# [Task objective]
Every line that contains the word "main" is to be copied from the listing.
BEGIN Provided material
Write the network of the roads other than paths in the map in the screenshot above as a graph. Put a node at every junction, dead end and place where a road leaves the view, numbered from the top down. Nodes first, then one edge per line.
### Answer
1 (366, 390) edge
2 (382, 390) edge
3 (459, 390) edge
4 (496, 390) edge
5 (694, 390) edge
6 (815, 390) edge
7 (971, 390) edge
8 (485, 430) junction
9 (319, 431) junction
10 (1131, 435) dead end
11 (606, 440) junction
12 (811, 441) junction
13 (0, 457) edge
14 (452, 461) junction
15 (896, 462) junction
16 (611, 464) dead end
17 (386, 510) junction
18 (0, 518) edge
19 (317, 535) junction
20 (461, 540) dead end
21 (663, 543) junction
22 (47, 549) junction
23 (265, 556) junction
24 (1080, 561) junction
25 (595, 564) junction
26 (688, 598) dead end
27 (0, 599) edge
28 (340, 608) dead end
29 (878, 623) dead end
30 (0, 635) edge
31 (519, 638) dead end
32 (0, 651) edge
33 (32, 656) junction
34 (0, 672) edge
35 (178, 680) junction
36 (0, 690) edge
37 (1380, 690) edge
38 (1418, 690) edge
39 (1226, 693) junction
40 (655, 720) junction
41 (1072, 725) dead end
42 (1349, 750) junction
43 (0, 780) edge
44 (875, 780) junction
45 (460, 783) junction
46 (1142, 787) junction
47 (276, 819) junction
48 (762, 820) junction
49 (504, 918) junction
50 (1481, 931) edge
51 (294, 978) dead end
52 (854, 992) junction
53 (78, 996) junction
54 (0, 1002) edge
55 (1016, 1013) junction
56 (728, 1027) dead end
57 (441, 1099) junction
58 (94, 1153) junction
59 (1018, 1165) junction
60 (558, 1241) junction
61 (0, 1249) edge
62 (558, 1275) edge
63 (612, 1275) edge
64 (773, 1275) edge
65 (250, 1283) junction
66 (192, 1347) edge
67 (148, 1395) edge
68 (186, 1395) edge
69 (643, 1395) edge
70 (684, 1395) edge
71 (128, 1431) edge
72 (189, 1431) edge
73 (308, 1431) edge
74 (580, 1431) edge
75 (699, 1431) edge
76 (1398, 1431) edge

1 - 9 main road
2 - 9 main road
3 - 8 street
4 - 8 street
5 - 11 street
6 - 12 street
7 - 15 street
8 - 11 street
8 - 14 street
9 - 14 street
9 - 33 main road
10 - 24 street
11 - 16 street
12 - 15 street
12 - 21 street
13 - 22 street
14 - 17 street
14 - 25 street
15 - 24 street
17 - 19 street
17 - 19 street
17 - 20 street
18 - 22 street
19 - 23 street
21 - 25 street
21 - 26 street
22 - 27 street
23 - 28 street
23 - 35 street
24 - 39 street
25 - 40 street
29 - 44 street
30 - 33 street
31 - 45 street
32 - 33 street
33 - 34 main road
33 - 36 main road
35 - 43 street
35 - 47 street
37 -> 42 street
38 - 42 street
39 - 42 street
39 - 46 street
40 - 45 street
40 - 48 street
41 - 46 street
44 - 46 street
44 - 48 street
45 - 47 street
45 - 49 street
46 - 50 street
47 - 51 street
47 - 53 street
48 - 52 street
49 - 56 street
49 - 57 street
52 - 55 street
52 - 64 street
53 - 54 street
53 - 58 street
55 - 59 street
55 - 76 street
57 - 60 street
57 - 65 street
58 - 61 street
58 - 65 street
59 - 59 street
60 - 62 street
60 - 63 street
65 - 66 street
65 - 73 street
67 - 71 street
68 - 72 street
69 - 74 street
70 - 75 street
END Provided material
# [Answer section]
1 - 9 main road
2 - 9 main road
9 - 33 main road
33 - 34 main road
33 - 36 main road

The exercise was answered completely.